How Long Will It Take?
It will take several hours. It depends on the reason for the surgery.
Will It Hurt?
Pain and swelling are common in the first week. Medicine and home care help.
Average Hospital Stay
The usual length of stay is 3 to 7 days. If you have any problems, you may need to stay longer.
At the Hospital
Right after the procedure, the staff may:
- Give you medicine to ease pain and lower the risk of problems like blood clots and seizures
- Take steps to prevent pressure buildup in the brain
- Ask you to walk around to improve bloodflow
It can take a month or more to fully heal. Physical activity will be limited during this time. You will need to ask for help with daily activities and delay return to work.
Call Your Doctor
Call your doctor if any of these occur:
- Signs of infection, such as fever and chills
- Pain that you cannot control with medicine
- Redness, swelling, a lot of bleeding, or any discharge from the incision
- Headache that does not go away
- Nausea and vomiting
- Changes in balance, strength, or movement
- Changes in vision
- Loss of bladder or bowel function
- Problems with thinking
- Numbness, tingling, or weakness in the face, arms, or legs
- Stiff neck
Call for medical help right away if you have:
- Shortness of breath
- Chest pain
- Loss of consciousness
If you think you have an emergency, call for medical help right away.
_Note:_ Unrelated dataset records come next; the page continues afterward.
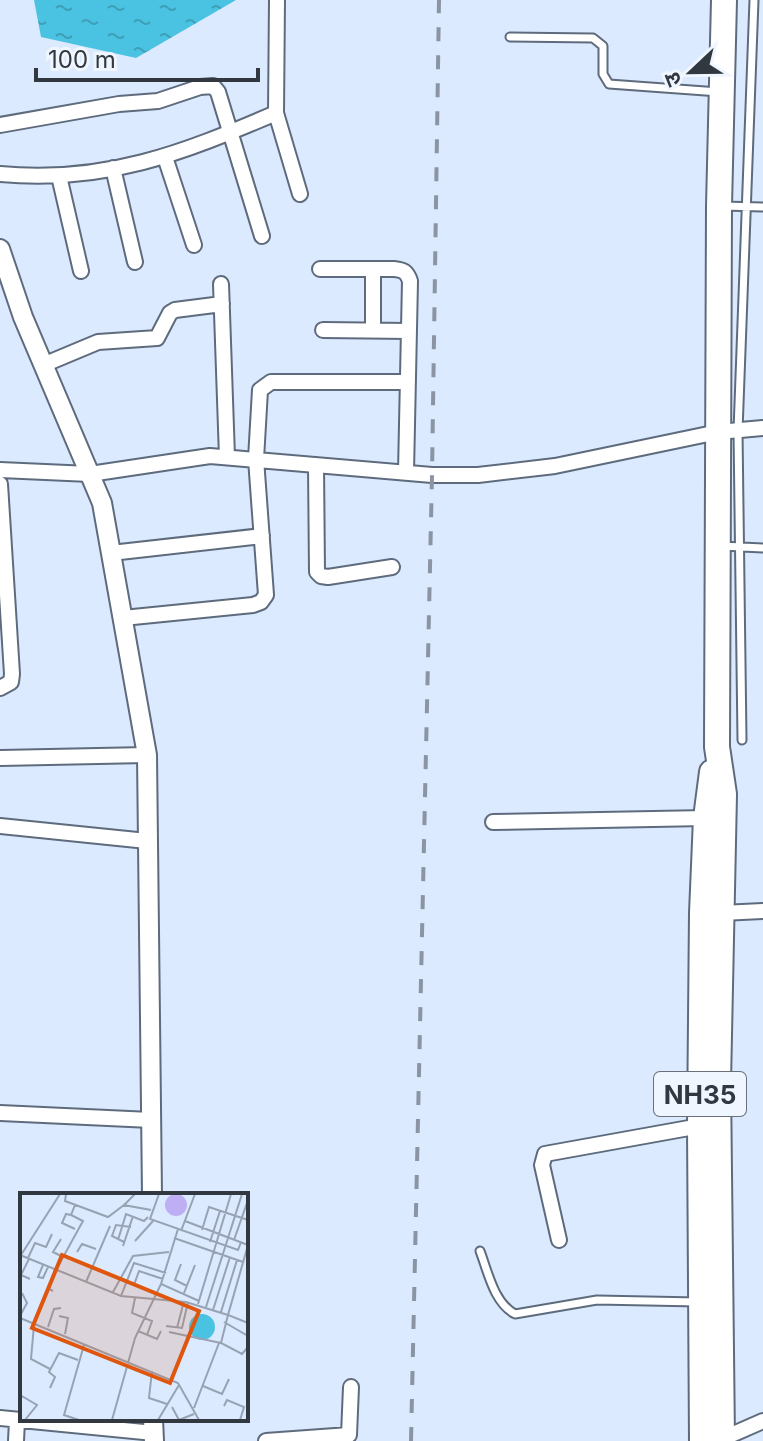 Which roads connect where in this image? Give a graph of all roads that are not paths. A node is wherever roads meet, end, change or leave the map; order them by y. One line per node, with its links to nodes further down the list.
1 (277, 0): 8 (street)
2 (724, 0): 7 (highway, NH35)
3 (754, 0): 5 (lane)
4 (510, 37): 7 (lane)
5 (751, 78): 6 (lane); 17 (lane)
6 (763, 79)
7 (721, 92): 16 (highway, NH35)
8 (276, 113): 10 (street); 15 (street)
9 (0, 125): 10 (street)
10 (230, 132): 11 (street); 19 (street)
11 (165, 157): 12 (street); 20 (street)
12 (113, 168): 14 (street); 22 (street)
13 (0, 174): 14 (street)
14 (59, 176): 25 (street)
15 (300, 194)
16 (719, 206): 17 (lane); 34 (highway, NH35)
17 (746, 206): 18 (lane); 34 (lane)
18 (763, 207)
19 (262, 236)
20 (194, 245)
21 (0, 249): 31 (street)
22 (135, 262)
23 (320, 269): 24 (street)
24 (373, 269): 29 (street); 30 (street)
25 (81, 271)
26 (221, 284): 27 (street)
27 (222, 304): 31 (street); 35 (street)
28 (323, 330): 29 (street)
29 (373, 330): 30 (street)
30 (409, 331): 32 (street)
31 (43, 365): 40 (street)
32 (408, 382): 36 (street); 39 (street)
33 (763, 428): 34 (street)
34 (728, 431): 39 (street); 43 (highway, NH35)
35 (227, 457): 36 (street); 40 (street)
36 (256, 459): 37 (street); 42 (street)
37 (316, 465): 39 (street); 46 (street)
38 (0, 470): 40 (street)
39 (406, 472)
40 (90, 474): 45 (street)
41 (0, 484): 47 (street)
42 (262, 536): 45 (street); 48 (street)
43 (729, 547): 44 (lane); 50 (lane); 51 (highway, NH35)
44 (763, 548)
45 (111, 553): 48 (street)
46 (392, 567)
47 (4, 609): 49 (street)
48 (123, 618): 52 (street)
49 (0, 688)
50 (742, 740)
51 (717, 747): 54 (highway, NH35); 59 (highway, NH35)
52 (147, 755): 53 (street); 57 (street)
53 (0, 758)
54 (706, 818): 55 (street); 62 (highway, NH35)
55 (493, 822)
56 (0, 826): 57 (street)
57 (147, 841): 61 (street)
58 (763, 911): 59 (street)
59 (721, 913): 75 (highway, NH35)
60 (0, 1113): 61 (street)
61 (151, 1120): 63 (street)
62 (700, 1126): 64 (street); 66 (highway, NH35)
63 (152, 1193)
64 (559, 1240)
65 (480, 1251): 66 (lane)
66 (702, 1303): 75 (highway, NH35)
67 (351, 1387): 74 (street)
68 (0, 1418): 69 (street)
69 (17, 1420): 70 (street); 76 (street)
70 (20, 1420)
71 (29, 1421): 73 (street)
72 (763, 1421): 75 (street)
73 (154, 1431)
74 (349, 1438): 77 (street)
75 (716, 1440)
76 (16, 1441)
77 (266, 1441) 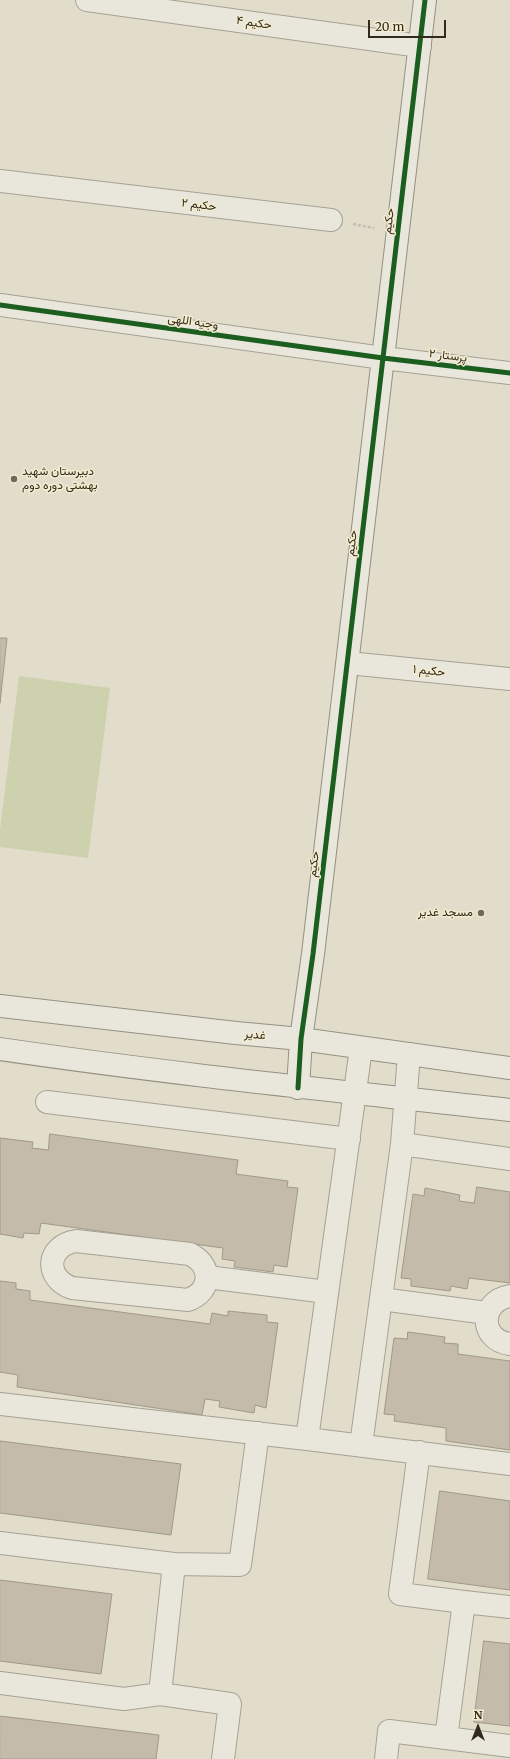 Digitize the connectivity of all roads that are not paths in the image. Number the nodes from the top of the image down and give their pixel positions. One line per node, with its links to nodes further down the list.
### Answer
1 (87, 0): 3 (street, حکیم ۴)
2 (425, 0): 3 (street, حکیم)
3 (420, 46): 7 (street, حکیم)
4 (0, 181): 5 (street, حکیم ۲)
5 (331, 220)
6 (0, 305): 7 (street, وجیه اللهی)
7 (383, 358): 8 (street, پرستار ۲); 9 (street, حکیم)
8 (510, 373)
9 (348, 663): 10 (street, حکیم ۱); 12 (street, حکیم)
10 (510, 679)
11 (0, 1006): 12 (street, غدیر)
12 (302, 1039): 14 (street, غدیر); 17 (street, حکیم)
13 (0, 1048): 17 (street)
14 (361, 1048): 15 (street, غدیر); 18 (street)
15 (409, 1054): 16 (street, غدیر); 19 (street)
16 (510, 1068)
17 (298, 1088): 18 (street)
18 (355, 1092): 19 (street); 22 (street)
19 (405, 1098): 21 (street); 23 (street)
20 (47, 1102): 22 (street)
21 (510, 1110)
22 (349, 1139): 26 (street)
23 (402, 1144): 24 (street); 28 (street)
24 (510, 1159)
25 (207, 1277): 25 (street); 26 (street)
26 (327, 1292): 33 (street)
27 (510, 1296): 29 (street)
28 (381, 1299): 29 (street); 34 (street)
29 (487, 1313): 30 (street)
30 (510, 1344)
31 (0, 1404): 32 (street)
32 (258, 1433): 33 (street); 38 (street)
33 (307, 1439): 34 (street)
34 (361, 1445): 35 (street)
35 (419, 1452): 36 (street); 39 (street)
36 (510, 1464)
37 (0, 1543): 38 (street)
38 (174, 1564): 42 (street)
39 (464, 1602): 40 (street); 43 (street)
40 (510, 1607)
41 (0, 1683): 42 (street)
42 (160, 1694): 45 (street)
43 (446, 1738): 44 (street); 46 (street)
44 (510, 1746)
45 (223, 1759)
46 (386, 1759) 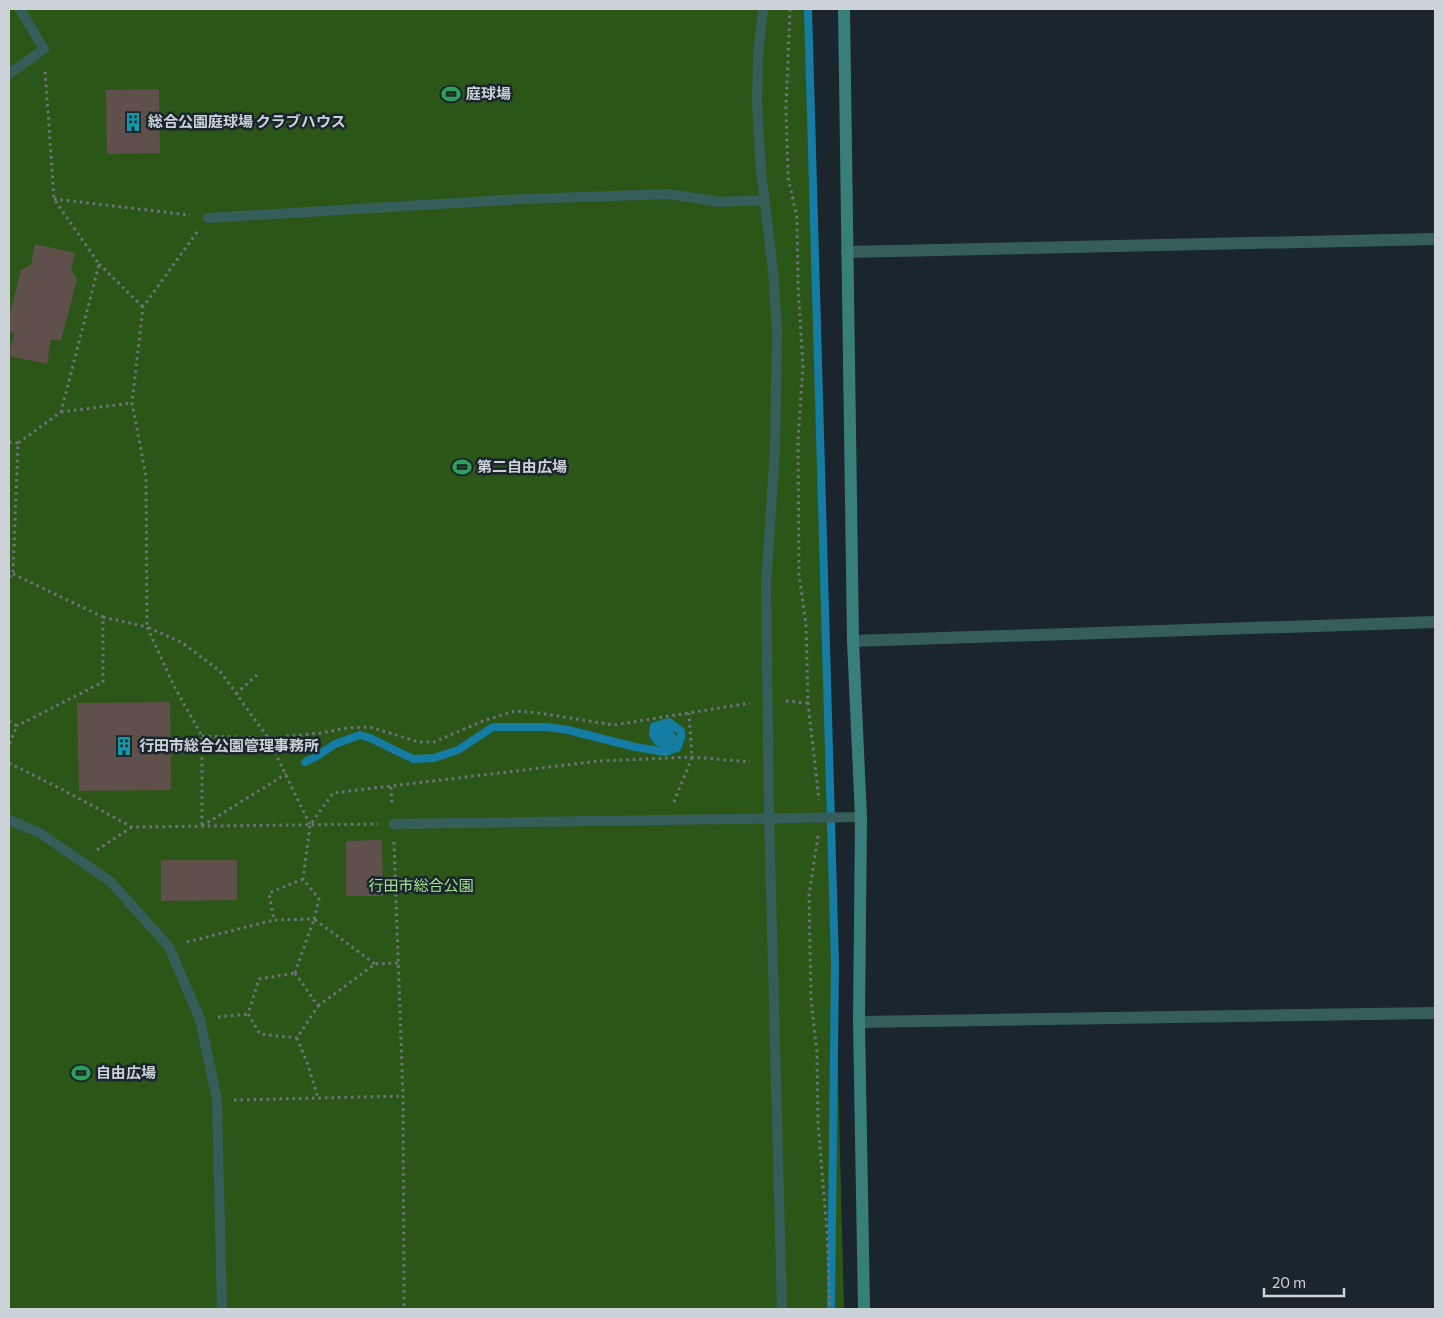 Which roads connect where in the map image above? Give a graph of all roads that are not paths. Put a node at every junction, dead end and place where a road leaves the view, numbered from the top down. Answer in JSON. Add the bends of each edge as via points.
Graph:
{"nodes":[{"id":1,"x":20,"y":9,"type":"edge"},
{"id":2,"x":763,"y":9,"type":"edge"},
{"id":3,"x":844,"y":9,"type":"edge"},
{"id":4,"x":9,"y":74,"type":"edge"},
{"id":5,"x":765,"y":200,"type":"junction"},
{"id":6,"x":208,"y":218,"type":"road end"},
{"id":7,"x":1435,"y":239,"type":"edge"},
{"id":8,"x":847,"y":252,"type":"junction"},
{"id":9,"x":1435,"y":622,"type":"edge"},
{"id":10,"x":853,"y":641,"type":"junction"},
{"id":11,"x":769,"y":817,"type":"junction"},
{"id":12,"x":861,"y":817,"type":"junction"},
{"id":13,"x":9,"y":820,"type":"edge"},
{"id":14,"x":394,"y":824,"type":"road end"},
{"id":15,"x":1435,"y":1013,"type":"edge"},
{"id":16,"x":859,"y":1022,"type":"junction"},
{"id":17,"x":222,"y":1309,"type":"edge"},
{"id":18,"x":782,"y":1309,"type":"edge"},
{"id":19,"x":864,"y":1309,"type":"edge"}],
"edges":[{"from":1,"to":4,"type":"lane","via":[[44,49]]},
{"from":2,"to":5,"type":"lane","via":[[757,103]]},
{"from":3,"to":8,"type":"street"},
{"from":5,"to":6,"type":"lane","via":[[720,202],[669,194],[523,199]]},
{"from":5,"to":11,"type":"lane","via":[[778,331],[775,449],[766,584]]},
{"from":7,"to":8,"type":"street"},
{"from":8,"to":10,"type":"street"},
{"from":9,"to":10,"type":"street"},
{"from":10,"to":12,"type":"street"},
{"from":11,"to":12,"type":"lane"},
{"from":11,"to":14,"type":"lane"},
{"from":11,"to":18,"type":"lane"},
{"from":12,"to":16,"type":"street"},
{"from":13,"to":17,"type":"lane","via":[[40,832],[111,882],[169,947],[200,1019],[217,1100]]},
{"from":15,"to":16,"type":"street"},
{"from":16,"to":19,"type":"street"}]} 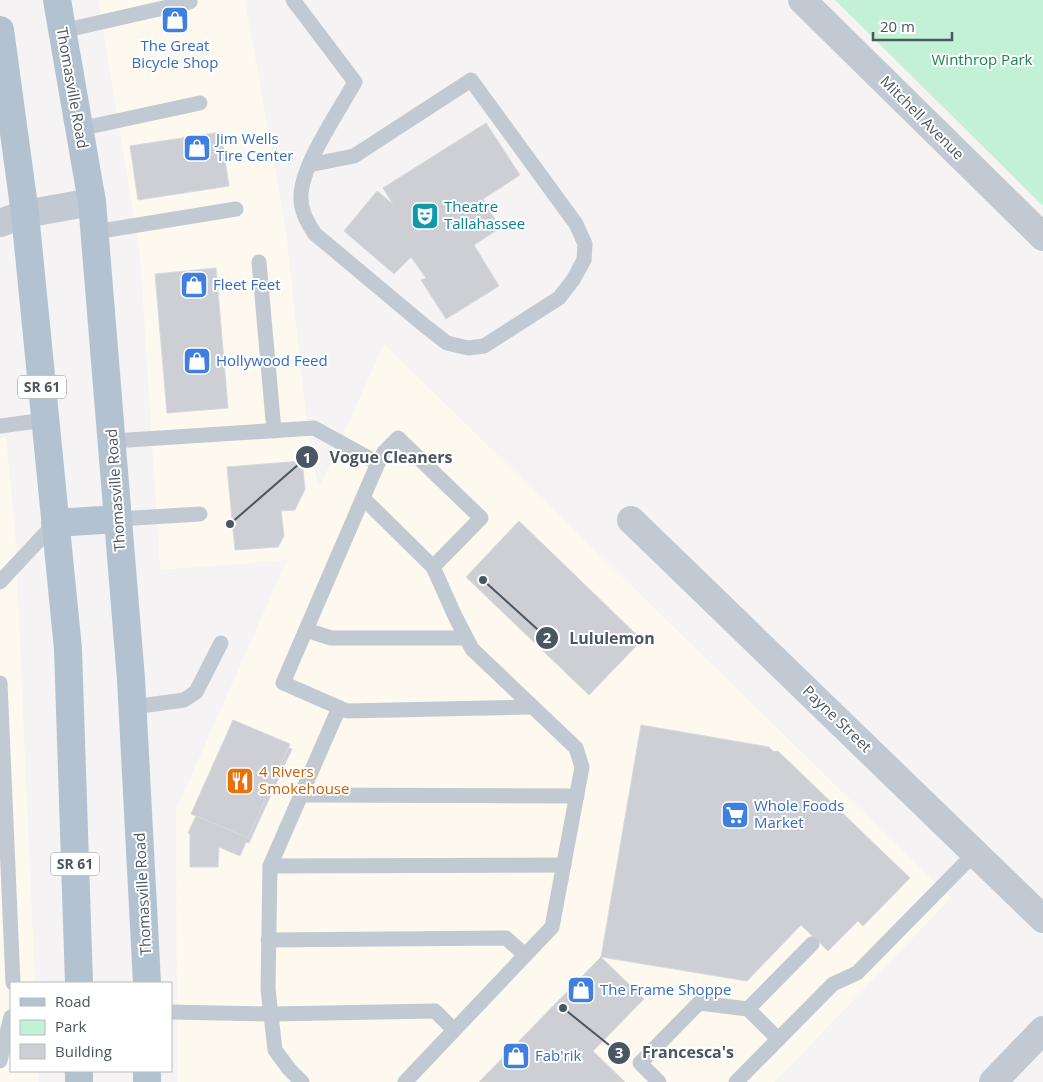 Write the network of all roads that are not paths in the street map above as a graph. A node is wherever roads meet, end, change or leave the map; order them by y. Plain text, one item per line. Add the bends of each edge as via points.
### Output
1 (57, 0) edge
2 (293, 0) edge
3 (802, 0) edge
4 (190, 2) dead end
5 (0, 31) edge
6 (62, 31) junction
7 (200, 102) dead end
8 (6, 126) edge
9 (79, 129) junction
10 (309, 165) junction
11 (92, 202) junction
12 (236, 210) dead end
13 (12, 219) edge
14 (94, 232) junction
15 (1043, 237) edge
16 (259, 262) dead end
17 (45, 420) junction
18 (0, 426) edge
19 (274, 431) junction
20 (113, 441) junction
21 (378, 463) junction
22 (363, 498) junction
23 (200, 514) dead end
24 (118, 519) junction
25 (631, 520) dead end
26 (55, 523) junction
27 (433, 567) junction
28 (0, 582) edge
29 (306, 630) junction
30 (466, 638) junction
31 (221, 643) dead end
32 (0, 683) edge
33 (532, 707) junction
34 (133, 708) junction
35 (338, 708) junction
36 (301, 795) junction
37 (577, 796) junction
38 (975, 852) junction
39 (564, 865) junction
40 (270, 866) junction
41 (1043, 919) edge
42 (268, 940) junction
43 (812, 944) dead end
44 (525, 955) junction
45 (13, 982) edge
46 (79, 982) edge
47 (148, 982) edge
48 (748, 1009) junction
49 (172, 1012) edge
50 (271, 1014) junction
51 (10, 1021) edge
52 (454, 1030) junction
53 (1043, 1030) edge
54 (778, 1040) junction
55 (0, 1061) edge
56 (302, 1082) edge
57 (405, 1082) edge
58 (658, 1082) edge
59 (736, 1082) edge
60 (993, 1082) edge

1 - 6 main road, Thomasville Road
2 - 10 lane via 354,82
3 - 15 street, Mitchell Avenue
4 - 6 lane
5 - 8 main road, SR 61
6 - 9 main road, Thomasville Road
7 - 9 lane
8 - 13 main road, SR 61
9 - 11 main road, Thomasville Road
10 - 10 lane via 354,156 470,80 576,224 585,244 584,260 559,298 484,346 468,348 447,342 315,234 304,216 300,194
11 - 13 street
11 - 14 main road, Thomasville Road
12 - 14 lane
13 - 17 main road, SR 61
14 - 20 main road, Thomasville Road
16 - 19 lane
17 - 18 lane
17 - 26 main road, SR 61
19 - 20 lane
19 - 21 lane via 314,428
20 - 24 main road, Thomasville Road
21 - 22 lane
21 - 27 lane via 398,438 481,518
22 - 27 lane
22 - 29 lane
23 - 24 lane
24 - 26 main road
24 - 34 main road, Thomasville Road
25 - 38 street, Payne Street
26 - 28 lane
26 - 46 main road, SR 61 via 68,649
27 - 30 lane
29 - 30 lane via 331,638
29 - 35 lane via 283,682
30 - 33 lane via 472,649
31 - 34 lane via 196,692 184,700
32 - 45 lane
33 - 35 lane via 347,711
33 - 37 lane via 576,748 582,767
34 - 47 main road, Thomasville Road
35 - 36 lane
36 - 37 lane
36 - 40 lane
37 - 39 lane
38 - 41 street, Payne Street
38 - 54 lane via 857,973 833,984
39 - 40 lane
39 - 44 lane via 552,927
40 - 42 lane
42 - 44 lane via 506,938
42 - 50 lane
43 - 48 lane
44 - 52 lane
48 - 54 lane
48 - 58 lane via 699,1003 640,1063
49 - 50 lane
50 - 52 lane via 435,1011
50 - 56 lane via 275,1050
51 - 55 lane
52 - 57 lane
53 - 60 street
54 - 59 lane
Craniotomy. Johns Hopkins Medicine website. Available at: https://www.hopkinsmedicine.org/health/treatment-tests-and-therapies/craniotomy. Accessed July 20, 2021.
Lukas RV, Mrugala MM. Pivotal therapeutic trials for infiltrating gliomas and how they affect clinical practice. Neurooncol Pract . 2017 Dec;4(4):209-219. doi: 10.1093/nop/npw016.
Young JS, Chmura SJ, et al. Management of glioblastoma in elderly patients. J Neurol Sci. 2017;380:250-255.
Your surgery guide: Information about your craniotomy or biopsy for a brain tumor. Cedars Sinai Medical Center website. Available at: https://www.cedars-sinai.org/programs/neurology-neurosurgery/clinical/brain-tumor/surgery-guide.html. Accessed July 19, 2021.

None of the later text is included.